In practice, a good RevPAR is one that is improving for your property compared with your past performance, nearby alternatives, and the same season last year. RevPAR depends on location, permits, home size, amenities, length-of-stay rules, and seasonality.
A few ways to judge it more fairly:
- Compare the same month year over year
- Compare weekdays and weekends separately
- Compare peak season and low season separately
- Review it together with your occupancy trend
If you are unsure whether your booking pace is healthy, this guide on good occupancy for an Airbnb can help you put RevPAR into context.
When RevPAR helps owners make better decisions
RevPAR is especially helpful when you are deciding whether your current pricing strategy is too high, too low, or simply uneven. If ADR rises a little and RevPAR also rises, that can be a good sign that the market accepted the higher rate. If ADR rises but RevPAR falls, your prices may be slowing bookings too much.
It is also useful when you are comparing time periods, managers, or pricing approaches. Owners often use RevPAR to review monthly performance reports because it is easier to scan than a long list of individual bookings.
RevPAR can support decisions about:
- Dynamic pricing changes
- Minimum-stay rules
- Discount strategy for gap nights
- Whether weekends are carrying too much of the month
If you want help reviewing local manager options, you can get matched, free. You keep control and choose who, if anyone, to hire.
Where RevPAR can mislead you
RevPAR is helpful, but it can hide important details. A property can show solid RevPAR and still leave the owner with weak profit after cleaning, maintenance, supplies, mortgage, HOA dues, insurance, or local taxes and fees.

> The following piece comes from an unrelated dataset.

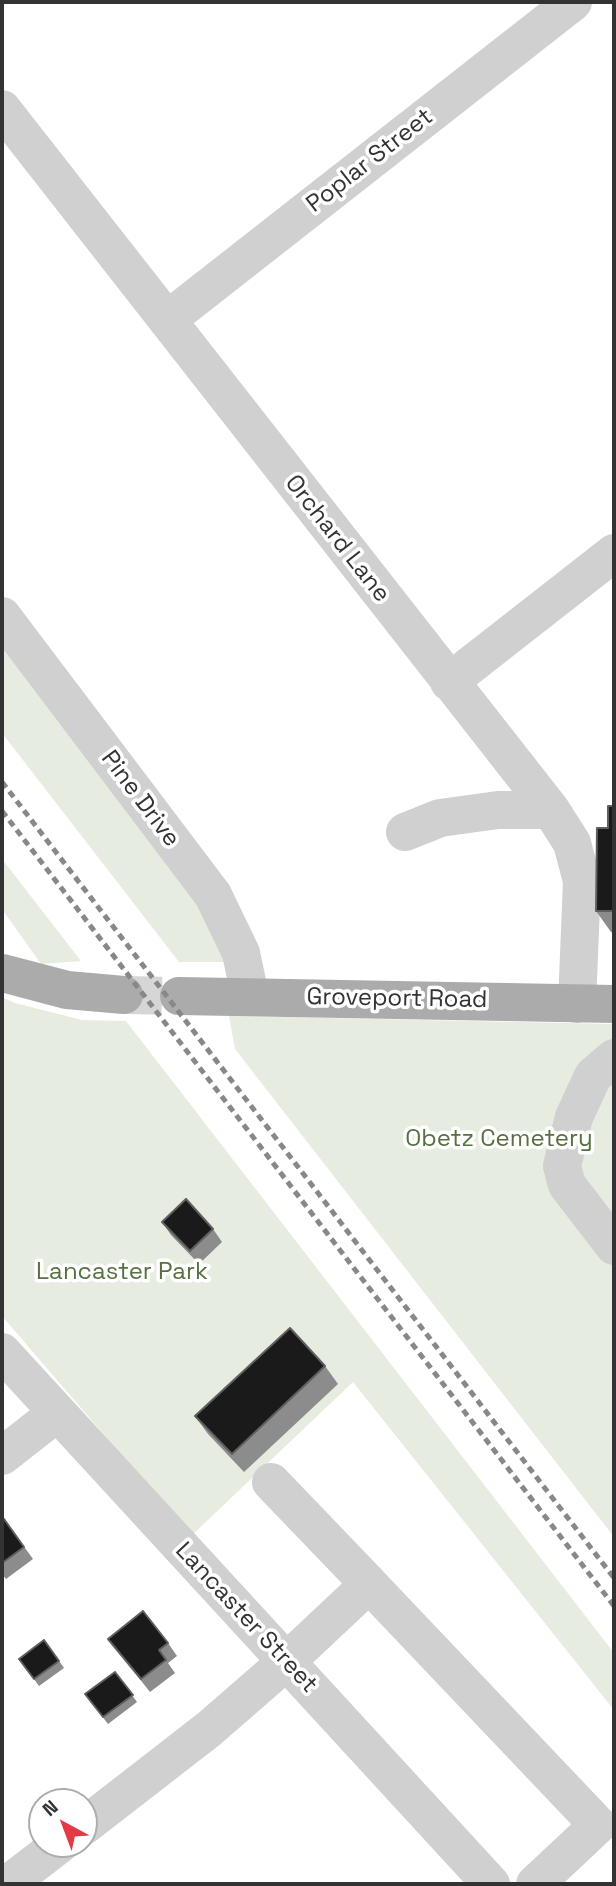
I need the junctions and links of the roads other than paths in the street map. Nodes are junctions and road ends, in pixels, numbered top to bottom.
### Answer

It can also be distorted if one month includes blocked owner stays, renovations, or unusually strong holiday demand. Two homes with the same RevPAR may perform very differently if one relies on a few expensive weekend bookings and the other has steadier midweek demand.
Be careful with RevPAR when:
- You block many nights for personal use
- You changed availability rules during the period
- You include fees in one report but not another
- You compare different seasons without adjustment
So treat RevPAR as a performance signal, not a full business answer.
The other numbers to check with RevPAR
The best habit is to review RevPAR alongside a small group of numbers, not by itself. That gives you a fuller picture of pricing, booking pace, and owner results.
Start with these:
- Occupancy rate
- ADR
- Total revenue for the period
- Booking window
- Average length of stay
- Net income after operating costs
If you are building a simple owner dashboard, these few metrics are usually enough. For more beginner-friendly metric definitions, you can browse the rest of our help center.
In short, RevPAR is valuable because it is simple. Just remember that simple does not mean complete.
RevPAR tells you how much money your rental makes for each night on the calendar, so you can judge price and occupancy together.
Owner questions
Is RevPAR more important than occupancy?
Not by itself. Occupancy shows how full your calendar is, while RevPAR shows how price and occupancy work together. Most owners should review both.
Does RevPAR include cleaning fees and other charges?
Usually, owners use room or nightly rental revenue only so comparisons stay consistent. If you include fees, label the report clearly and use the same method each time.
Can I use RevPAR to compare two different properties?
Yes, but do it carefully. Compare similar homes in similar locations and seasons, because size, amenities, and market demand can change the result a lot.